- _Exercise requirements_: Take the data below and filter it for lines containing the word "letter"; show each line found.

[Stored records]
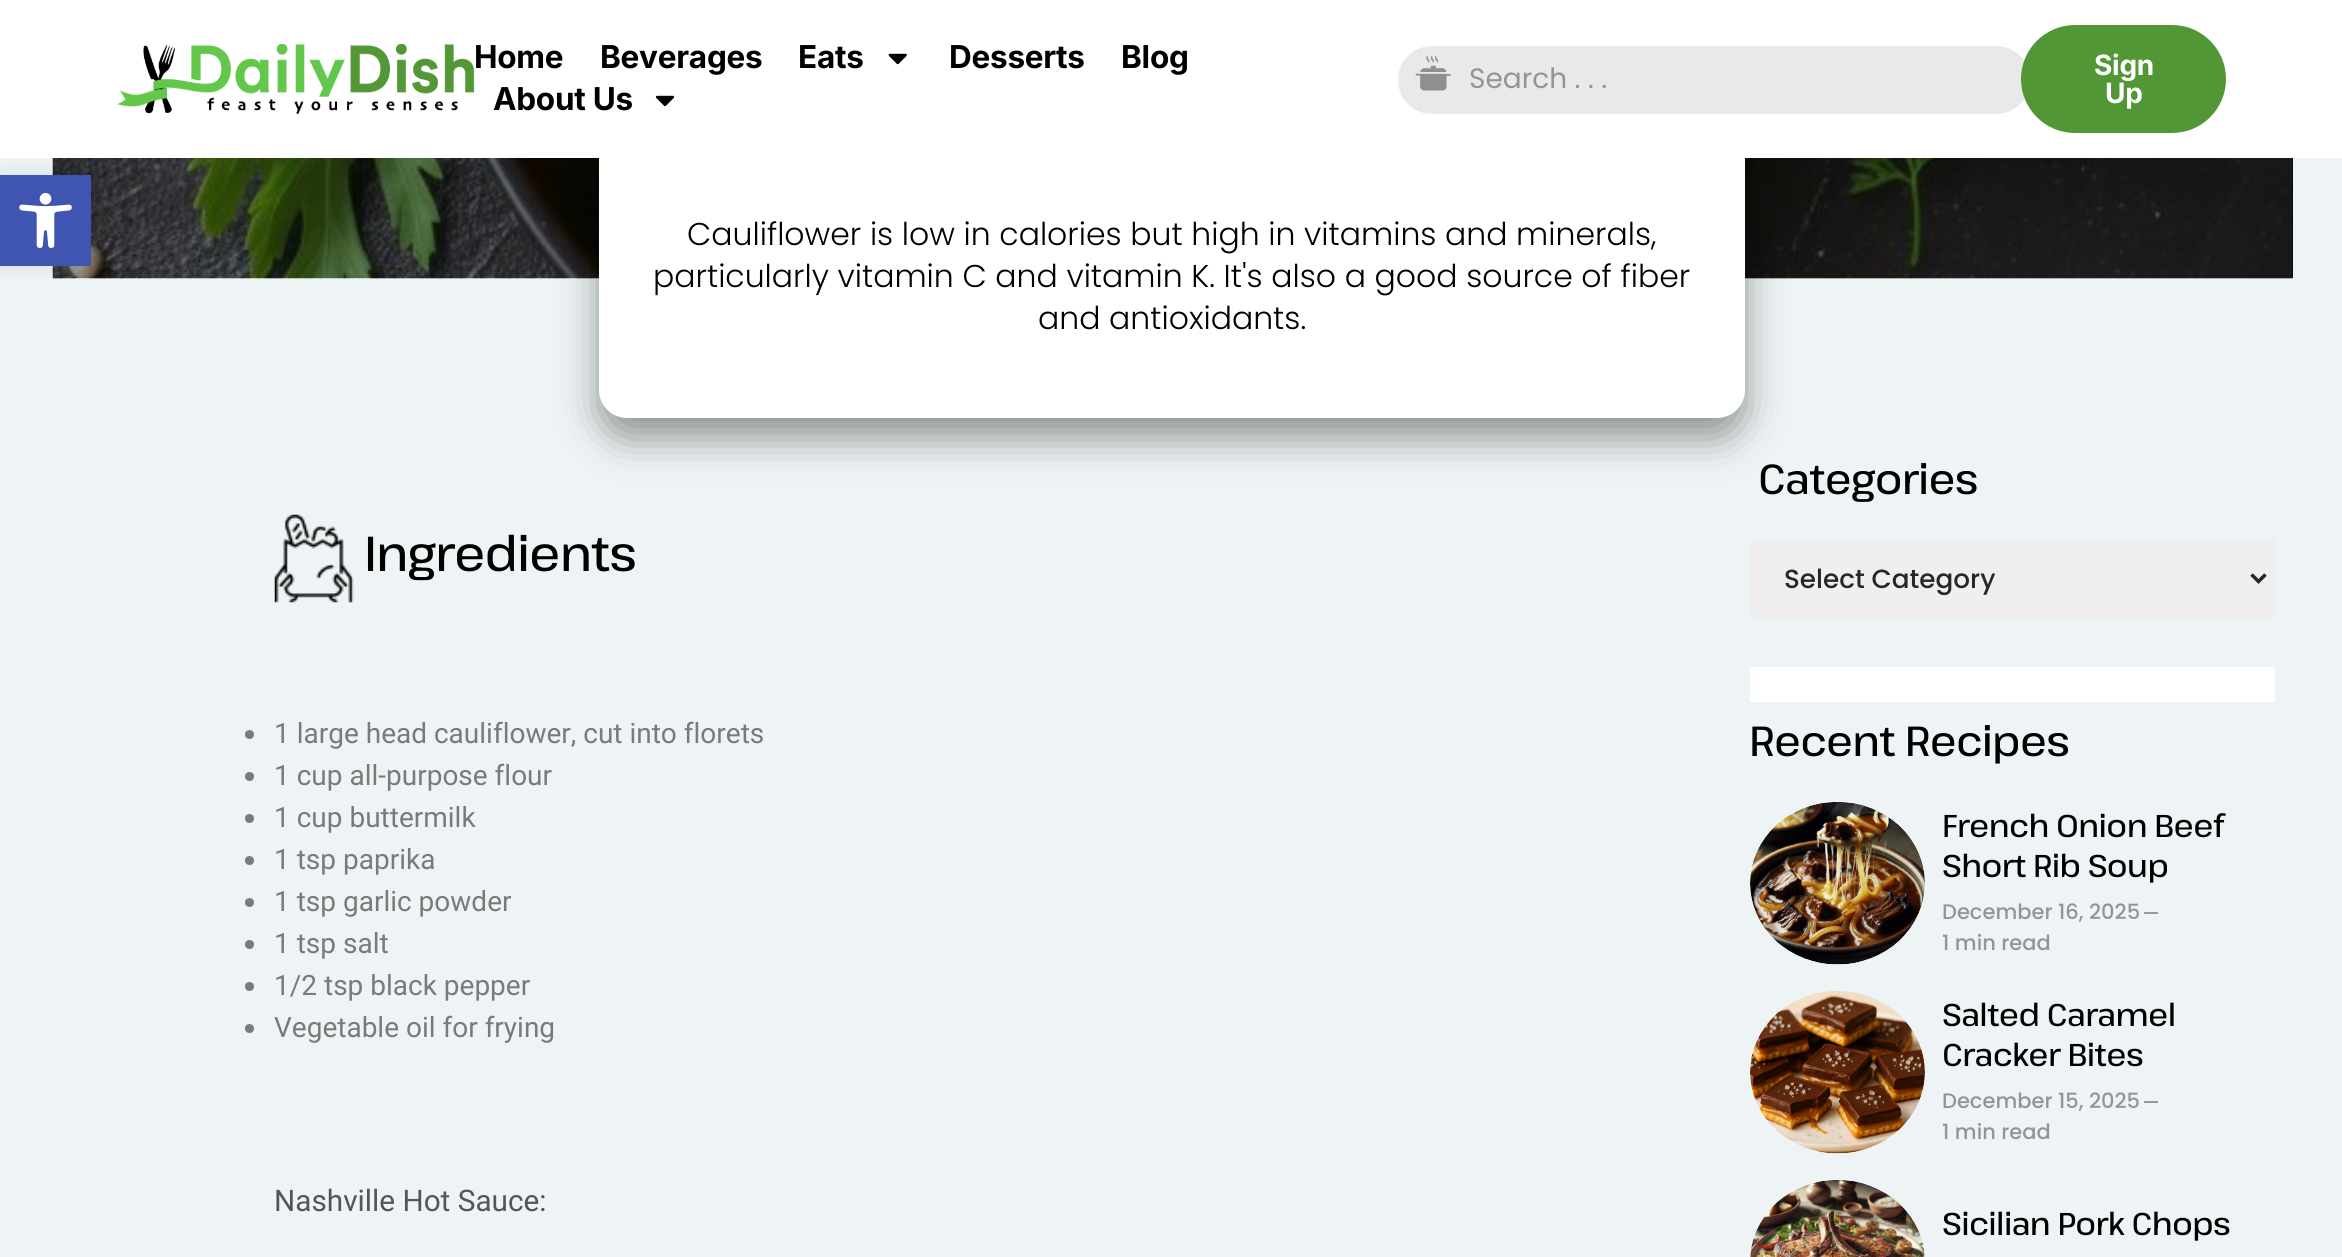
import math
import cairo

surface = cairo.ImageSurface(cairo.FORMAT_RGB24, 2342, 1257)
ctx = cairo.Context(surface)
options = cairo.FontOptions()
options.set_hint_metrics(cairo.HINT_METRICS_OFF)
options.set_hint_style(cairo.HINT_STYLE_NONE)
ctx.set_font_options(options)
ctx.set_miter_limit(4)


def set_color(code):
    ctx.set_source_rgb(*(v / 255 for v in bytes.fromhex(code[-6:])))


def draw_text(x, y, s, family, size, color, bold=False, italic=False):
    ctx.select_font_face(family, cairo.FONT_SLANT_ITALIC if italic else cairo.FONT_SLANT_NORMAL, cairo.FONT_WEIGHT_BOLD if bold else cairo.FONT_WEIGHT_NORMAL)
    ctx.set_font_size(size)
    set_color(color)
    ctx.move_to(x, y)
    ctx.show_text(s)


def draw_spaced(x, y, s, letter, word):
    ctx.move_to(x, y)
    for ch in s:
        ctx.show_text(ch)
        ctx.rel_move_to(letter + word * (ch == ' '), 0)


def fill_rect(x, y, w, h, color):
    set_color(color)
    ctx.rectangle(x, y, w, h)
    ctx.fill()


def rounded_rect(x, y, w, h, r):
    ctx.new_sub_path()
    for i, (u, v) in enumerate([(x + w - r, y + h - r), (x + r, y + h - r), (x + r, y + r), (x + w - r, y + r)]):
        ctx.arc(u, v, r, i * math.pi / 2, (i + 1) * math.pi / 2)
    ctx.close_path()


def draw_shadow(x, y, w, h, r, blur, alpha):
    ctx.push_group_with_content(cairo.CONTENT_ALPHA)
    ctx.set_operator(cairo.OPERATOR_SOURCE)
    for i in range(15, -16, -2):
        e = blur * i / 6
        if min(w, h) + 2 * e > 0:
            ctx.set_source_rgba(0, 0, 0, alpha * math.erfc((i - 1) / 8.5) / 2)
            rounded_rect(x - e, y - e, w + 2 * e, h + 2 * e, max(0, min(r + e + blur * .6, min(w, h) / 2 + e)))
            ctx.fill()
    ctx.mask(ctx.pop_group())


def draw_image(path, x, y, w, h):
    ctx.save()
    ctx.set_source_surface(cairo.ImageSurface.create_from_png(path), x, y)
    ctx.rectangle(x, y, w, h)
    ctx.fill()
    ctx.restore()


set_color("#eef4f5")
ctx.paint()
fill_rect(53, 158, 2240, 120, "#000000")
draw_image("assets/img6.png", 52, 158, 2241, 121)
set_color("#000000")
draw_shadow(599, 53, 1146, 385, 28, 20, 0.4)
set_color("#ffffff")
rounded_rect(599, 33, 1146, 385, 28)
ctx.fill()
fill_rect(0, 0, 2342, 158, "#ffffff")
draw_image("assets/img1.png", 117, 44, 358, 70)
ctx.select_font_face("Inter", cairo.FONT_SLANT_NORMAL, cairo.FONT_WEIGHT_BOLD)
ctx.set_font_size(31.5)
set_color("#000000")
draw_spaced(474, 68, "Home", -0.25, 0)
draw_spaced(600, 68, "Beverages", -0.25, 0)
draw_spaced(798, 68, "Eats", -0.25, 0)
draw_image("assets/img2.png", 888, 53, 19, 12)
draw_spaced(949, 68, "Desserts", -0.25, 0)
draw_spaced(1121, 68, "Blog", -0.25, 0)
draw_spaced(493, 110, "About Us", -0.25, 0)
draw_image("assets/img3.png", 655, 95, 20, 12)
set_color("#e9e9e9")
rounded_rect(1398, 46, 632, 68, 34)
ctx.fill()
draw_image("assets/img4.png", 1415, 55, 36, 36)
draw_text(1469, 88, "Search . . .", "Poppins", 28, "#949494")
set_color("#529736")
rounded_rect(2021, 25, 205, 108, 54)
ctx.fill()
ctx.select_font_face("Inter", cairo.FONT_SLANT_NORMAL, cairo.FONT_WEIGHT_BOLD)
set_color("#ffffff")
draw_spaced(2094, 75, "Sign", -0.25, 0)
draw_spaced(2105, 103, "Up", -0.25, 0)
set_color("#000000")
draw_shadow(0, 175, 91, 91, 0, 9, 0.1)
fill_rect(0, 175, 91, 91, "#4054b2")
draw_image("assets/img5.png", 19, 193, 53, 56)
draw_text(687, 245, "Cauliflower is low in calories but high in vitamins and minerals,", "Poppins Light", 31.5, "#000000")
draw_text(653, 287, "particularly vitamin C and vitamin K. It's also a good source of fiber", "Poppins Light", 31.5, "#000000")
draw_text(1038, 329, "and antioxidants.", "Poppins Light", 31.5, "#000000")
draw_image("assets/img7.png", 274, 514, 80, 89)
ctx.select_font_face("Pathway Extreme Thin")
ctx.set_font_size(49)
draw_spaced(364, 571, "Ingredients", -1, 0)
set_color("#7a7a7a")
ctx.new_path()
ctx.arc(249.5, 734.5, 4.5, 0, 2 * math.pi)
ctx.fill()
draw_text(274, 743, "1 large head cauliflower, cut into florets", "Roboto", 28, "#7a7a7a")
ctx.new_path()
ctx.arc(249.5, 776.5, 4.5, 0, 2 * math.pi)
ctx.fill()
draw_text(274, 785, "1 cup all-purpose flour", "Roboto", 28, "#7a7a7a")
ctx.new_path()
ctx.arc(249.5, 818.5, 4.5, 0, 2 * math.pi)
ctx.fill()
draw_text(274, 827, "1 cup buttermilk", "Roboto", 28, "#7a7a7a")
ctx.new_path()
ctx.arc(249.5, 860.5, 4.5, 0, 2 * math.pi)
ctx.fill()
draw_text(274, 869, "1 tsp paprika", "Roboto", 28, "#7a7a7a")
ctx.new_path()
ctx.arc(249.5, 902.5, 4.5, 0, 2 * math.pi)
ctx.fill()
draw_text(274, 911, "1 tsp garlic powder", "Roboto", 28, "#7a7a7a")
ctx.new_path()
ctx.arc(249.5, 944.5, 4.5, 0, 2 * math.pi)
ctx.fill()
draw_text(274, 953, "1 tsp salt", "Roboto", 28, "#7a7a7a")
ctx.new_path()
ctx.arc(249.5, 986.5, 4.5, 0, 2 * math.pi)
ctx.fill()
draw_text(274, 995, "1/2 tsp black pepper", "Roboto", 28, "#7a7a7a")
ctx.new_path()
ctx.arc(249.5, 1028.5, 4.5, 0, 2 * math.pi)
ctx.fill()
draw_text(274, 1037, "Vegetable oil for frying", "Roboto", 28, "#7a7a7a")
draw_text(274, 1211, "Nashville Hot Sauce:", "Roboto", 29.75, "#555555")
ctx.select_font_face("Pathway Extreme Thin")
ctx.set_font_size(42)
set_color("#000000")
draw_spaced(1758, 494, "Categories", -0.8, 0)
fill_rect(1750, 539, 525, 79, "#efefef")
ctx.new_path()
ctx.move_to(2251.5, 574.5)
ctx.line_to(2258.5, 581.5)
ctx.line_to(2265.5, 574.5)
set_color("#272727")
ctx.set_line_width(3.5)
ctx.stroke()
draw_text(1784, 588, "Select Category", "Poppins Medium", 26.25, "#272727")
fill_rect(1750, 667, 525, 35, "#ffffff")
ctx.select_font_face("Pathway Extreme Thin")
ctx.set_font_size(42)
set_color("#000000")
draw_spaced(1749, 756, "Recent Recipes", -0.8, 0)
draw_image("assets/img8.png", 1750, 802, 175, 163)
ctx.set_font_size(31.5)
draw_spaced(1942, 837, "French Onion Beef", -0.6, 0)
draw_spaced(1942, 877, "Short Rib Soup", -0.6, 0)
draw_text(1942, 919, "December 16, 2025", "Poppins Medium", 21, "#949494")
fill_rect(2144, 912, 14, 2, "#989898")
draw_text(1942, 950, "1 min read", "Poppins Medium", 21, "#949494")
draw_image("assets/img9.png", 1750, 991, 175, 163)
ctx.select_font_face("Pathway Extreme Thin")
ctx.set_font_size(31.5)
set_color("#000000")
draw_spaced(1942, 1026, "Salted Caramel", -0.6, 0)
draw_spaced(1942, 1066, "Cracker Bites", -0.6, 0)
draw_text(1942, 1108, "December 15, 2025", "Poppins Medium", 21, "#949494")
fill_rect(2144, 1101, 14, 2, "#989898")
draw_text(1942, 1139, "1 min read", "Poppins Medium", 21, "#949494")
draw_image("assets/img10.png", 1750, 1180, 175, 77)
ctx.select_font_face("Pathway Extreme Thin")
ctx.set_font_size(31.5)
set_color("#000000")
draw_spaced(1942, 1235, "Sicilian Pork Chops", -0.6, 0)
surface.write_to_png("output.png")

- _Solved exercise_:
def draw_spaced(x, y, s, letter, word):
        ctx.rel_move_to(letter + word * (ch == ' '), 0)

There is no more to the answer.